**RECORD EXCERPTS:**
=== Section Start ===

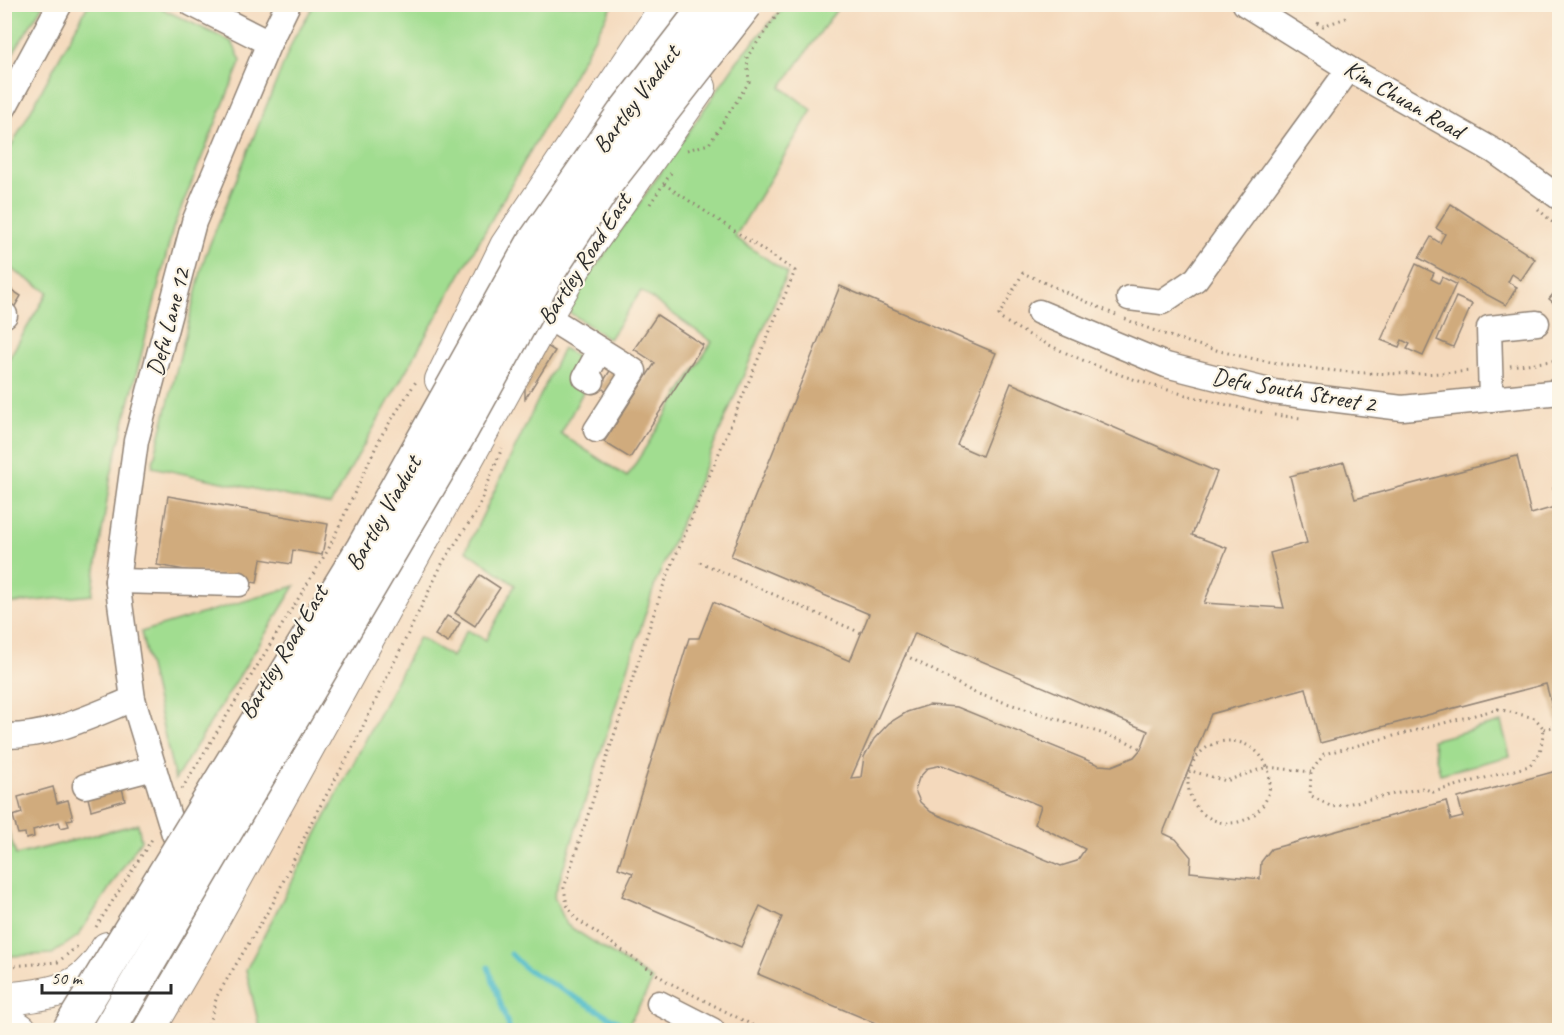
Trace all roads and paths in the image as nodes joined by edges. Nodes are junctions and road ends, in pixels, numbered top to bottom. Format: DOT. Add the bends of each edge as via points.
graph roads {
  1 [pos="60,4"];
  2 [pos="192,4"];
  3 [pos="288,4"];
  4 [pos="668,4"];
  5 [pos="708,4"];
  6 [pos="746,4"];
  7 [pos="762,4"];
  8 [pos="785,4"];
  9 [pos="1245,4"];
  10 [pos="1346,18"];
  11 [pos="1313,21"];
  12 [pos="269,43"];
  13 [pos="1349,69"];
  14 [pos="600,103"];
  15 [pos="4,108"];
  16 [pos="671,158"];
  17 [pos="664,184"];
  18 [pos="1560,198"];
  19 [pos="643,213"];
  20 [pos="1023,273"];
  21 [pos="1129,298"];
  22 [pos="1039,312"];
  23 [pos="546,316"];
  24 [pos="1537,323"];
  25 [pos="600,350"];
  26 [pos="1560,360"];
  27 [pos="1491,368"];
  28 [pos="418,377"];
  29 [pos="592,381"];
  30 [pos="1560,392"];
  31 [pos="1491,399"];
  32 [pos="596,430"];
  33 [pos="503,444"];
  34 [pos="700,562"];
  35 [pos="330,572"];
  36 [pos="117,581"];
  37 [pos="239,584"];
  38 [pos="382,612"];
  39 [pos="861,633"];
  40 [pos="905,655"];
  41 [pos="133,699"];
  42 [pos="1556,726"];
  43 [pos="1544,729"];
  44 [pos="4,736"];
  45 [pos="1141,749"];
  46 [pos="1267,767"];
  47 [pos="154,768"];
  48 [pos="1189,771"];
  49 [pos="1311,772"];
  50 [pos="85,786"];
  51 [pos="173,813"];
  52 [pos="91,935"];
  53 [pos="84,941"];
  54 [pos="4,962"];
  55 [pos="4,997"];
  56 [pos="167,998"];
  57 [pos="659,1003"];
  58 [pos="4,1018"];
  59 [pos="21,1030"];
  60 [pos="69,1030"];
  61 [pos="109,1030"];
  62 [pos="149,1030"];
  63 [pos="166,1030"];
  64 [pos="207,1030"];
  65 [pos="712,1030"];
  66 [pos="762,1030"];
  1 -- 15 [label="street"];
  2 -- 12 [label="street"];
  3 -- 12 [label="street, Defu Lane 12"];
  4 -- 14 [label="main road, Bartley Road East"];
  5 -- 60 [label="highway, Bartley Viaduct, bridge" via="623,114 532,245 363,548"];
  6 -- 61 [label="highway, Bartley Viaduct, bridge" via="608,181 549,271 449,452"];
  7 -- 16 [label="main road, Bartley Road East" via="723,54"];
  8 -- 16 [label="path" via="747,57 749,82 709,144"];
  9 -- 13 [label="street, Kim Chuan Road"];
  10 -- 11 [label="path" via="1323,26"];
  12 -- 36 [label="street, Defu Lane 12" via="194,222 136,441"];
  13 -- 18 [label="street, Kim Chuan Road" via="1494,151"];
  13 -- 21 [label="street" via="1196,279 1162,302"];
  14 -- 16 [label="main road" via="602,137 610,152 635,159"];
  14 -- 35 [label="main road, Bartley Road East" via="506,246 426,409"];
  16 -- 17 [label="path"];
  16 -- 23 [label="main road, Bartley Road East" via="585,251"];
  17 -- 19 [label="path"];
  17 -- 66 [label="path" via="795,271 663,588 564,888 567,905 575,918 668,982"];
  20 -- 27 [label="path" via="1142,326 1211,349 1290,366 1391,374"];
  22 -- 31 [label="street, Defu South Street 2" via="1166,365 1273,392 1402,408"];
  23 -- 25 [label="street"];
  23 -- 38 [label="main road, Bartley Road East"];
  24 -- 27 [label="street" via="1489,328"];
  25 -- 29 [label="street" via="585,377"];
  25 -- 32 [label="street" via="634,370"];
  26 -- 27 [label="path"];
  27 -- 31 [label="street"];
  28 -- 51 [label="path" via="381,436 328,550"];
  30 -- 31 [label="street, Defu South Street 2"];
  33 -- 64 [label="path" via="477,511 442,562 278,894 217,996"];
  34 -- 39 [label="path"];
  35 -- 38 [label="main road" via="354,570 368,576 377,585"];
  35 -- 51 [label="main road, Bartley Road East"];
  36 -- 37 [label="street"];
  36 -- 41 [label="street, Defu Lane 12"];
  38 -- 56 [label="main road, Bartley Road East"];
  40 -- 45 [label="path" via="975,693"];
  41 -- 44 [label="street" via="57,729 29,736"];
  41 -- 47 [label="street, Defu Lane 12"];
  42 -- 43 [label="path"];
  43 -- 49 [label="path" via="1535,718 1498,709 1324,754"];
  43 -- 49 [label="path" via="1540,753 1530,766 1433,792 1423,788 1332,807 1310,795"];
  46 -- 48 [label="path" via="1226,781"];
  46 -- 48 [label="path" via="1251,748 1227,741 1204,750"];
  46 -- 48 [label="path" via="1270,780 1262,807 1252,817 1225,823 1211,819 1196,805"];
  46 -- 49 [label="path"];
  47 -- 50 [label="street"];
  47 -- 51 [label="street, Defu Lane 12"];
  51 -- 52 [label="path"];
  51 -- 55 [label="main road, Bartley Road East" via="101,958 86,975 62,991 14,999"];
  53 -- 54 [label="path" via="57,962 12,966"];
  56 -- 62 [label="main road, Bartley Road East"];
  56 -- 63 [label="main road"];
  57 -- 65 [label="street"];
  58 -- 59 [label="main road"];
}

=== Section End ===

**ABOUT THIS TASK:** Where a line of the records has the string "highway", return that line.

**ANSWER SPACE:**
  5 -- 60 [label="highway, Bartley Viaduct, bridge" via="623,114 532,245 363,548"];
  6 -- 61 [label="highway, Bartley Viaduct, bridge" via="608,181 549,271 449,452"];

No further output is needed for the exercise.